WORK ORDER: Please copy out the lines in the entries that contain "joint".

SUPPLIED DATA Block Start

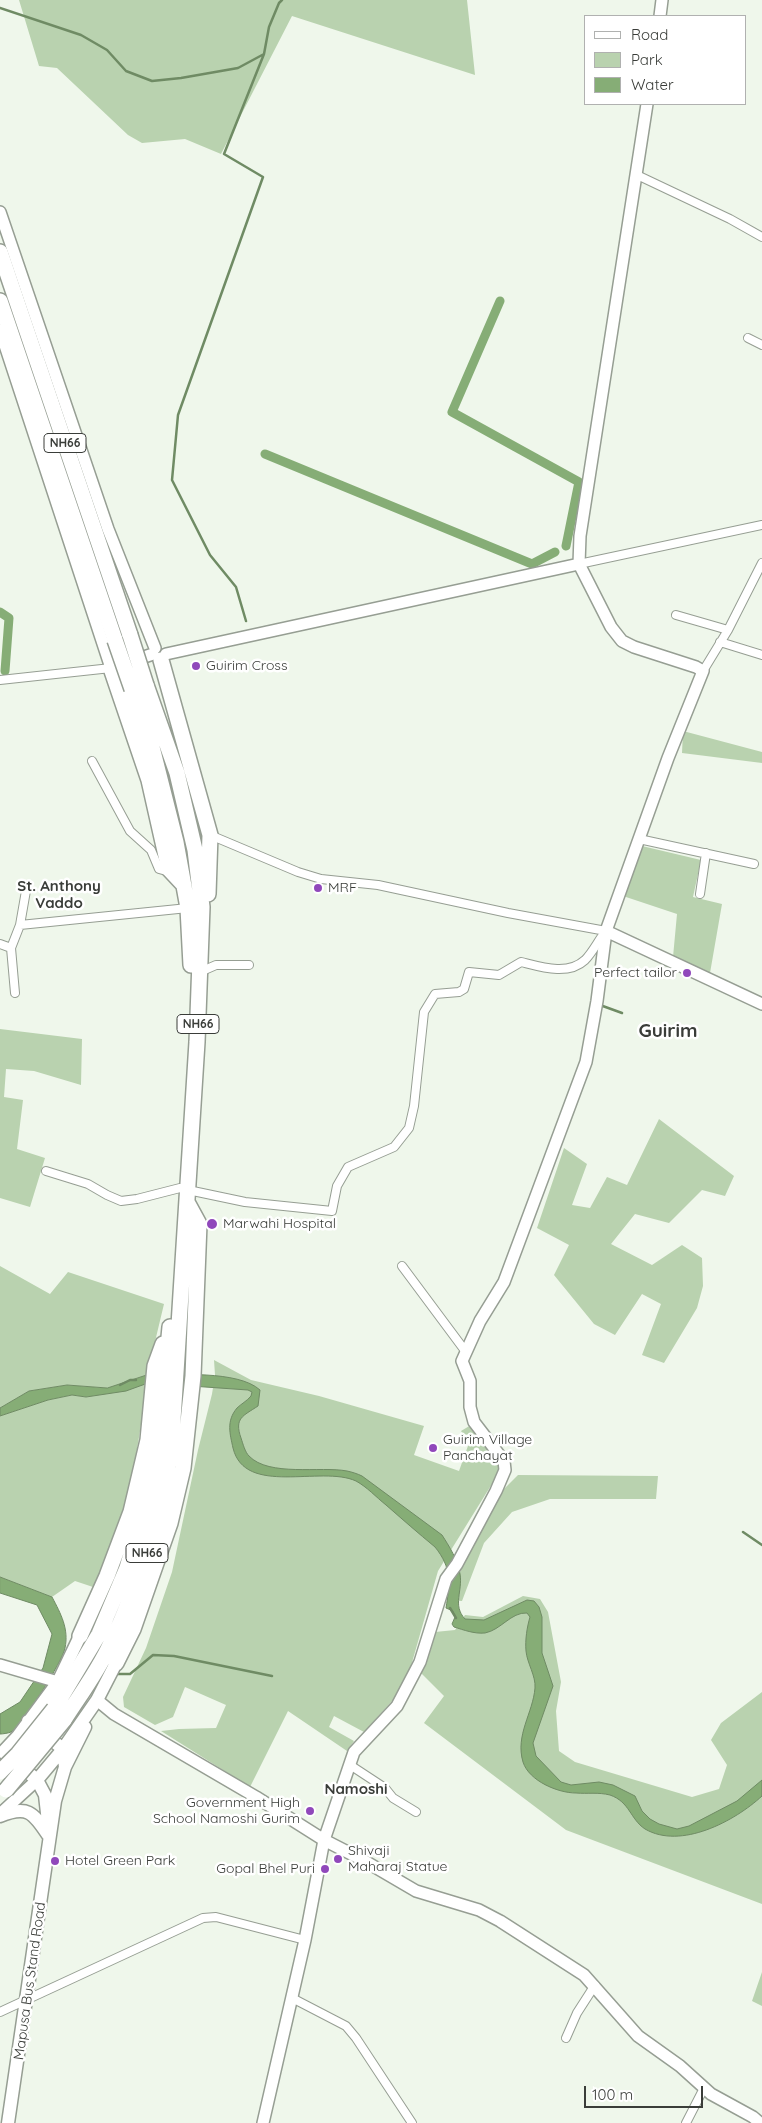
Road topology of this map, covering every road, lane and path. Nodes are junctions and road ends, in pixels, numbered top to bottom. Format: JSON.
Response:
{"nodes":[{"id":1,"x":662,"y":0,"type":"edge"},
{"id":2,"x":660,"y":15,"type":"edge"},
{"id":3,"x":647,"y":105,"type":"edge"},
{"id":4,"x":637,"y":175,"type":"junction"},
{"id":5,"x":0,"y":212,"type":"edge"},
{"id":6,"x":762,"y":237,"type":"edge"},
{"id":7,"x":0,"y":252,"type":"edge"},
{"id":8,"x":0,"y":302,"type":"edge"},
{"id":9,"x":0,"y":330,"type":"edge"},
{"id":10,"x":748,"y":338,"type":"dead end"},
{"id":11,"x":762,"y":345,"type":"edge"},
{"id":12,"x":762,"y":525,"type":"edge"},
{"id":13,"x":762,"y":563,"type":"edge"},
{"id":14,"x":579,"y":564,"type":"junction"},
{"id":15,"x":676,"y":614,"type":"dead end"},
{"id":16,"x":728,"y":630,"type":"junction"},
{"id":17,"x":720,"y":642,"type":"junction"},
{"id":18,"x":159,"y":654,"type":"junction"},
{"id":19,"x":762,"y":655,"type":"edge"},
{"id":20,"x":111,"y":668,"type":"junction"},
{"id":21,"x":703,"y":671,"type":"junction"},
{"id":22,"x":0,"y":680,"type":"edge"},
{"id":23,"x":92,"y":761,"type":"dead end"},
{"id":24,"x":210,"y":835,"type":"junction"},
{"id":25,"x":639,"y":839,"type":"junction"},
{"id":26,"x":706,"y":853,"type":"junction"},
{"id":27,"x":754,"y":864,"type":"dead end"},
{"id":28,"x":170,"y":872,"type":"junction"},
{"id":29,"x":184,"y":884,"type":"junction"},
{"id":30,"x":27,"y":886,"type":"dead end"},
{"id":31,"x":700,"y":894,"type":"dead end"},
{"id":32,"x":195,"y":907,"type":"junction"},
{"id":33,"x":20,"y":925,"type":"junction"},
{"id":34,"x":606,"y":931,"type":"junction"},
{"id":35,"x":0,"y":944,"type":"edge"},
{"id":36,"x":11,"y":948,"type":"junction"},
{"id":37,"x":249,"y":965,"type":"dead end"},
{"id":38,"x":200,"y":972,"type":"junction"},
{"id":39,"x":15,"y":993,"type":"dead end"},
{"id":40,"x":762,"y":1004,"type":"edge"},
{"id":41,"x":46,"y":1171,"type":"dead end"},
{"id":42,"x":185,"y":1194,"type":"junction"},
{"id":43,"x":402,"y":1266,"type":"dead end"},
{"id":44,"x":170,"y":1323,"type":"junction"},
{"id":45,"x":466,"y":1352,"type":"junction"},
{"id":46,"x":80,"y":1636,"type":"joint"},
{"id":47,"x":116,"y":1664,"type":"joint"},
{"id":48,"x":0,"y":1665,"type":"edge"},
{"id":49,"x":54,"y":1680,"type":"junction"},
{"id":50,"x":94,"y":1705,"type":"junction"},
{"id":51,"x":59,"y":1714,"type":"junction"},
{"id":52,"x":28,"y":1722,"type":"junction"},
{"id":53,"x":63,"y":1749,"type":"junction"},
{"id":54,"x":1,"y":1754,"type":"edge"},
{"id":55,"x":350,"y":1765,"type":"junction"},
{"id":56,"x":65,"y":1767,"type":"junction"},
{"id":57,"x":0,"y":1772,"type":"edge"},
{"id":58,"x":37,"y":1780,"type":"junction"},
{"id":59,"x":3,"y":1792,"type":"edge"},
{"id":60,"x":416,"y":1812,"type":"dead end"},
{"id":61,"x":0,"y":1815,"type":"edge"},
{"id":62,"x":50,"y":1839,"type":"junction"},
{"id":63,"x":324,"y":1840,"type":"junction"},
{"id":64,"x":306,"y":1940,"type":"junction"},
{"id":65,"x":594,"y":1985,"type":"junction"},
{"id":66,"x":27,"y":1998,"type":"junction"},
{"id":67,"x":292,"y":1998,"type":"junction"},
{"id":68,"x":0,"y":2012,"type":"edge"},
{"id":69,"x":566,"y":2038,"type":"dead end"},
{"id":70,"x":704,"y":2088,"type":"junction"},
{"id":71,"x":8,"y":2123,"type":"edge"},
{"id":72,"x":263,"y":2123,"type":"edge"},
{"id":73,"x":412,"y":2123,"type":"edge"},
{"id":74,"x":686,"y":2123,"type":"edge"},
{"id":75,"x":760,"y":2123,"type":"edge"}],
"edges":[{"from":1,"to":2,"type":"street"},
{"from":3,"to":4,"type":"street"},
{"from":4,"to":6,"type":"street"},
{"from":4,"to":14,"type":"street"},
{"from":5,"to":18,"type":"street"},
{"from":7,"to":32,"type":"highway","number":"NH66","bridge":true},
{"from":8,"to":29,"type":"highway","number":"NH66","bridge":true},
{"from":9,"to":20,"type":"street"},
{"from":10,"to":11,"type":"street"},
{"from":12,"to":14,"type":"street"},
{"from":13,"to":16,"type":"street"},
{"from":14,"to":18,"type":"street"},
{"from":14,"to":21,"type":"street"},
{"from":15,"to":16,"type":"street"},
{"from":16,"to":17,"type":"street"},
{"from":17,"to":19,"type":"street"},
{"from":17,"to":21,"type":"street"},
{"from":18,"to":20,"type":"street"},
{"from":18,"to":24,"type":"highway"},
{"from":20,"to":22,"type":"street"},
{"from":20,"to":28,"type":"highway"},
{"from":21,"to":25,"type":"street"},
{"from":23,"to":28,"type":"street"},
{"from":24,"to":32,"type":"highway"},
{"from":24,"to":34,"type":"street"},
{"from":25,"to":26,"type":"street"},
{"from":25,"to":34,"type":"street"},
{"from":26,"to":27,"type":"street"},
{"from":26,"to":31,"type":"street"},
{"from":28,"to":29,"type":"highway"},
{"from":29,"to":32,"type":"highway","number":"NH66"},
{"from":30,"to":33,"type":"street"},
{"from":32,"to":33,"type":"street"},
{"from":32,"to":38,"type":"highway","number":"NH66"},
{"from":32,"to":42,"type":"highway","number":"NH66"},
{"from":33,"to":36,"type":"street"},
{"from":34,"to":40,"type":"street"},
{"from":34,"to":42,"type":"street"},
{"from":34,"to":45,"type":"street"},
{"from":35,"to":36,"type":"street"},
{"from":36,"to":39,"type":"street"},
{"from":37,"to":38,"type":"street"},
{"from":38,"to":42,"type":"highway","number":"NH66"},
{"from":41,"to":42,"type":"street"},
{"from":42,"to":44,"type":"highway","number":"NH66"},
{"from":42,"to":47,"type":"highway"},
{"from":42,"to":51,"type":"highway","number":"NH66"},
{"from":43,"to":45,"type":"street"},
{"from":44,"to":46,"type":"highway"},
{"from":44,"to":51,"type":"highway","number":"NH66"},
{"from":45,"to":55,"type":"street"},
{"from":46,"to":49,"type":"main road"},
{"from":47,"to":50,"type":"main road"},
{"from":48,"to":49,"type":"street"},
{"from":49,"to":52,"type":"main road"},
{"from":50,"to":53,"type":"main road"},
{"from":50,"to":56,"type":"main road"},
{"from":50,"to":63,"type":"street"},
{"from":51,"to":57,"type":"highway","number":"NH66","bridge":true},
{"from":51,"to":59,"type":"highway","number":"NH66","bridge":true},
{"from":52,"to":53,"type":"main road"},
{"from":52,"to":54,"type":"main road"},
{"from":53,"to":56,"type":"main road"},
{"from":53,"to":58,"type":"main road"},
{"from":54,"to":58,"type":"main road"},
{"from":55,"to":60,"type":"street"},
{"from":55,"to":63,"type":"street"},
{"from":56,"to":62,"type":"main road"},
{"from":58,"to":61,"type":"street"},
{"from":58,"to":62,"type":"main road"},
{"from":61,"to":62,"type":"main road"},
{"from":62,"to":66,"type":"main road","name":"Mapusa Bus Stand Road"},
{"from":63,"to":64,"type":"street"},
{"from":63,"to":65,"type":"street"},
{"from":64,"to":66,"type":"street"},
{"from":64,"to":67,"type":"street"},
{"from":65,"to":69,"type":"street"},
{"from":65,"to":70,"type":"street"},
{"from":66,"to":68,"type":"street"},
{"from":66,"to":71,"type":"main road","name":"Mapusa Bus Stand Road"},
{"from":67,"to":72,"type":"street"},
{"from":67,"to":73,"type":"street"},
{"from":70,"to":74,"type":"street"},
{"from":70,"to":75,"type":"street"}]}
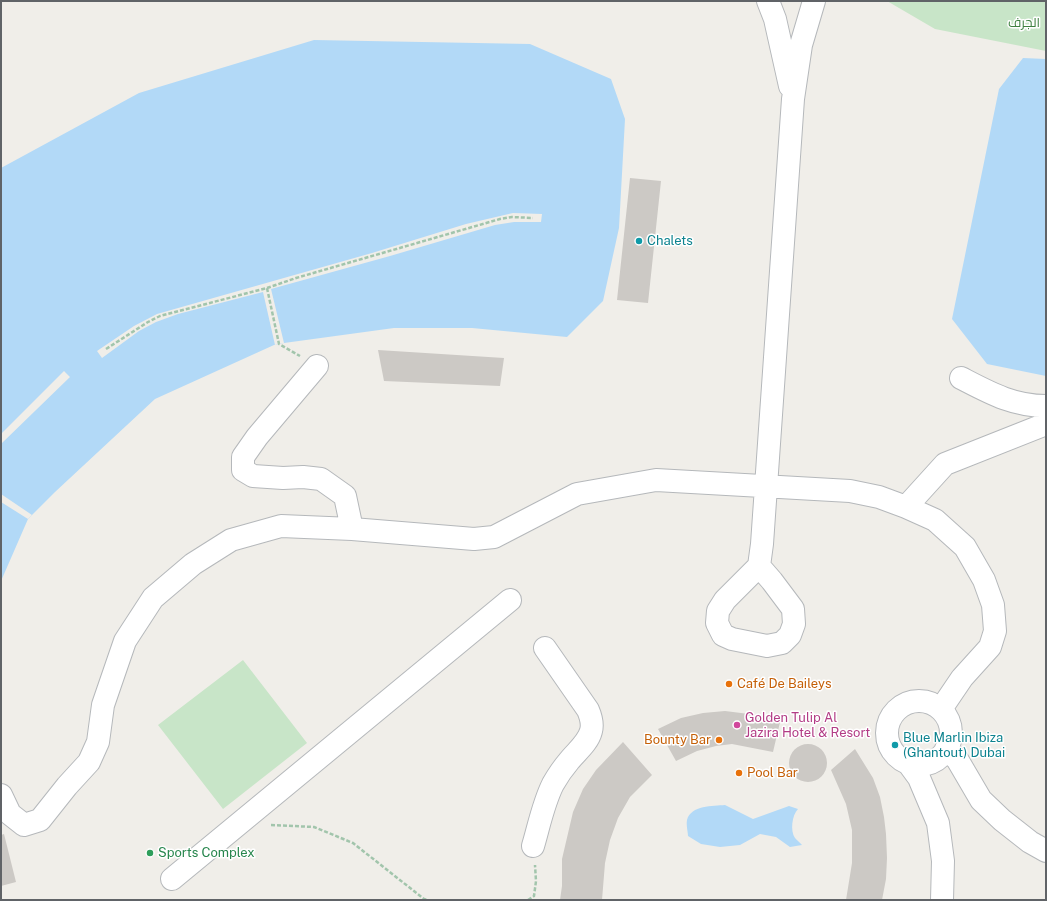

SUPPLIED DATA Block End

SOLUTION:
{"id":46,"x":80,"y":1636,"type":"joint"},
{"id":47,"x":116,"y":1664,"type":"joint"},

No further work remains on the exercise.